--- Data supplied ---

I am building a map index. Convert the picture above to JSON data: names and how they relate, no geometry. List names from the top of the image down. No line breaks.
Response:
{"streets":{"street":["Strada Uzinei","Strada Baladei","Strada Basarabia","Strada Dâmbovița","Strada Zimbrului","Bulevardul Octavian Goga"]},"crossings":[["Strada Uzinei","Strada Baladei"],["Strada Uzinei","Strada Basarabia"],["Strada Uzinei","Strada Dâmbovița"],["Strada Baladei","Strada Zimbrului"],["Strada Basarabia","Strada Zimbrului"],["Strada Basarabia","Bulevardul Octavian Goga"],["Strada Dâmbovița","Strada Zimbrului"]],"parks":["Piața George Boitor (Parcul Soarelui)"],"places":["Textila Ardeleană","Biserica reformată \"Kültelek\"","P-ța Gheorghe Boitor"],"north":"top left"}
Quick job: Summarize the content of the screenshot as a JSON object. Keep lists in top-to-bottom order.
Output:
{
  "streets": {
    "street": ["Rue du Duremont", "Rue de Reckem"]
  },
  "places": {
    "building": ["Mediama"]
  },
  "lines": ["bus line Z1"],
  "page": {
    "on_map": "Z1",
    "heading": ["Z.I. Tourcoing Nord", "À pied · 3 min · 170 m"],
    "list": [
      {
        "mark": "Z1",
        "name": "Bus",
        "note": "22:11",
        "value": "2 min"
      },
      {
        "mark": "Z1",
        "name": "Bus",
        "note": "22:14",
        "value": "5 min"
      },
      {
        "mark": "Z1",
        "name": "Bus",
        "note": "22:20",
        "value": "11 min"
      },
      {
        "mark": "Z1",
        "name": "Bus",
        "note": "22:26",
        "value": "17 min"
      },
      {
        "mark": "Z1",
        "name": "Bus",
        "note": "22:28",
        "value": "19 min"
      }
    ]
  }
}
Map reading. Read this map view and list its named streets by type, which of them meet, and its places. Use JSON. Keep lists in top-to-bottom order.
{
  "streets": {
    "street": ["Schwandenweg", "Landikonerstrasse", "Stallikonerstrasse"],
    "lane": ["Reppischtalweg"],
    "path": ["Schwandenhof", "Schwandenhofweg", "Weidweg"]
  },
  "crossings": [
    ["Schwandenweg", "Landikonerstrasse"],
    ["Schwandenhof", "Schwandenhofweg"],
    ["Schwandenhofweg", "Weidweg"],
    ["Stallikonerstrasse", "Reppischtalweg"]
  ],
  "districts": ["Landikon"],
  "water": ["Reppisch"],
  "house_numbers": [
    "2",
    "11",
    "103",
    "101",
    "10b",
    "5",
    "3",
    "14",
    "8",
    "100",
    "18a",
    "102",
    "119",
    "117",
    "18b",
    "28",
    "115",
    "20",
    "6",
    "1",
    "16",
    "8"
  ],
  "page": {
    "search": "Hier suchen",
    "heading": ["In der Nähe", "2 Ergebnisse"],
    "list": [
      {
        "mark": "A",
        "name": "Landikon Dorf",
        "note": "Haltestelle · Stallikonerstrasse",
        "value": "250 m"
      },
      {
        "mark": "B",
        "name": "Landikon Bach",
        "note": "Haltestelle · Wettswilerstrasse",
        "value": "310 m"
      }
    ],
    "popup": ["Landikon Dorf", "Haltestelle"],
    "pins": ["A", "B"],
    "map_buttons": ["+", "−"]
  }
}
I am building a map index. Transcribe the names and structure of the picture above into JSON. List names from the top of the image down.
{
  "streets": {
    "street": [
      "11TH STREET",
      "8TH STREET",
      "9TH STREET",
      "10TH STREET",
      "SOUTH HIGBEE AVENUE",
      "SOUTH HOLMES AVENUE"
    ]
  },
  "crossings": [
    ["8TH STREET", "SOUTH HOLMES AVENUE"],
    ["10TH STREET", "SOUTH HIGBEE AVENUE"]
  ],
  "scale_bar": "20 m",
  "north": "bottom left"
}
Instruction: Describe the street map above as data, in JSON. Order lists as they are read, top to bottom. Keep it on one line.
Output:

---

▶ **Exercise goal**: Across all the lines of the data, count those that include the word "they" and reply with that number only.

▶ **Final answer**: 2